The hybrid era, during which operators will further operationalise their virtual infrastructure, requires a top down approach that sees full engagement with virtualisation from the chief executive down through the organisation, encompassing each of its functions. This vision should be augmented with a practical approach to ensure virtual and traditional systems operate effectively in parallel during the transition.

The enablers of this vision are management and network operations systems (MANO) backed by real-time analytics. The analytics are critical because, without real-time insight into what capacity and support infrastructure is available where and when, dynamic services such as those that will be delivered by 5G cannot be delivered with efficiency. With similar importance, the hand-off between statically provisioned, function-specific hardware and flexible, virtual infrastructure needs to be continually analysed to ensure service availability and quality; and secondly optimised resource utilisation.

Automated healing and real-time analytics are also required to provide the operator with the visibility it needs to run and control the network. The goal is to deploy systems that can ingest, correlate and calculate to ensure the right measurements are provided to orchestration. Automation is vital because the traditional approach of using a help desk to fix issues will not be fit for purpose in the world of real-time service delivery.

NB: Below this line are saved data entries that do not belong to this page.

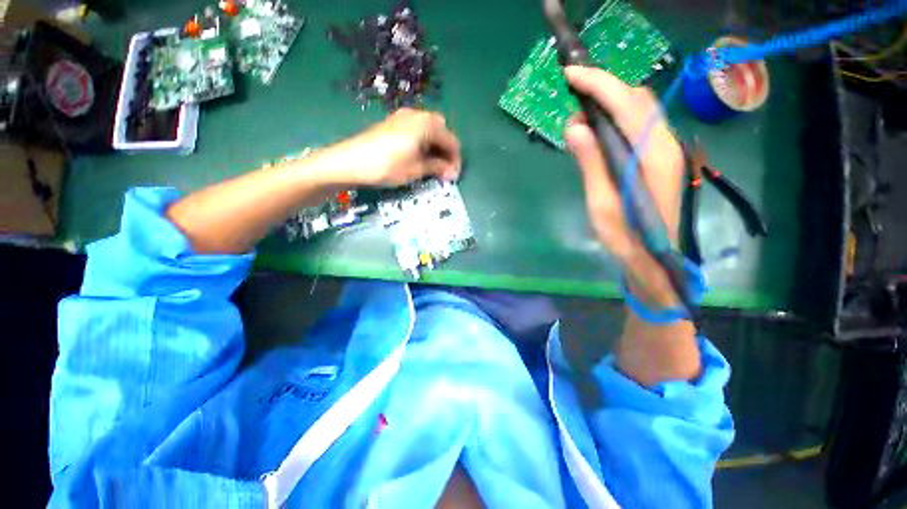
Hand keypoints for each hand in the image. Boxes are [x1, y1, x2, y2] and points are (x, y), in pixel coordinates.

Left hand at [338, 108, 461, 186]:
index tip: (454, 176)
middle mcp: (418, 114)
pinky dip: (423, 142)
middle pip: (442, 132)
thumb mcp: (416, 169)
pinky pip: (417, 129)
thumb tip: (453, 173)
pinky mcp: (394, 122)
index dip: (455, 160)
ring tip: (432, 166)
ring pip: (429, 130)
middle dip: (446, 151)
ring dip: (435, 147)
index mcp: (427, 124)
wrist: (351, 161)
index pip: (452, 141)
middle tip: (444, 170)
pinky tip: (418, 156)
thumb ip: (438, 168)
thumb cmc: (388, 166)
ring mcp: (404, 117)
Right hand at [564, 66, 685, 306]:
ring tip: (582, 107)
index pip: (626, 105)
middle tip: (572, 92)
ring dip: (611, 99)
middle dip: (604, 86)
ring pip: (640, 108)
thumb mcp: (601, 202)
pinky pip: (639, 123)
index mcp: (652, 155)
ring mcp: (666, 148)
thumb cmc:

Typical examples of areas in which NFV is being deployed are virtualised customer premise equipment (vCPE), virtualised evolved packet core (vEPC), software defined wide area networks (SD-WAN) and virtualised IP multimedia subsystems (vIMS). These areas have been selected because they either offer rapid and clearly identifiable operational cost savings, or because they are new and require operators to invest to offer a service, such as VoLTE.

Operators operationalise

One operator that has used NFV to enable it to launch VoLTE services is Ooredoo Kuwait. The operator has deployed a single, unified cloud to support its NFV and IT applications. Demonstrating the collaborative nature of NFV deployments, Ooredoo Kuwait partnered with its VNF and cloud vendors to deploy an IMS VNF in a test environment within three months.Following successful testing, the VNF was seamlessly transferred to Ooredoo’s production IT environment enabling it to conduct its first VoLTE call.

Investments in NFV made today must integrate with future virtualisation efforts. It’s important that a modular, multi-vendor, multi-domain approach is facilitated because a key requirement is to avoid replication of traditional stove-piped siloes in the virtualised environment and becoming locked-in to a single vendor.

Horizontal scalability

Virtualisation must enable NFV solutions from various vendors to interoperate smoothly and accommodate solutions from a different range of specialists from day one if all the benefits of virtualisation are to be accrued by operators. In addition, NFV requires a horizontally scalable platform that is open, extensible and can support multiple VNFs. The virtualisation market in the telecoms sector is ripe and the operationalisation is happening now.

NFV provides a crucial platform for continued innovation as operators continue to transition to being software defined. It doesn’t however guarantee success by itself. Achieving this requires an operator to take what they have learnt in their initial deployments and apply it to their business-wide strategies for complete virtualisation. Then, and only then will they be successfully able to react to new market opportunities and increase value in the eyes of the customer. Then and only then will they be able to compete and deliver the same quality, speed, scale and choice of competing digital disruptors.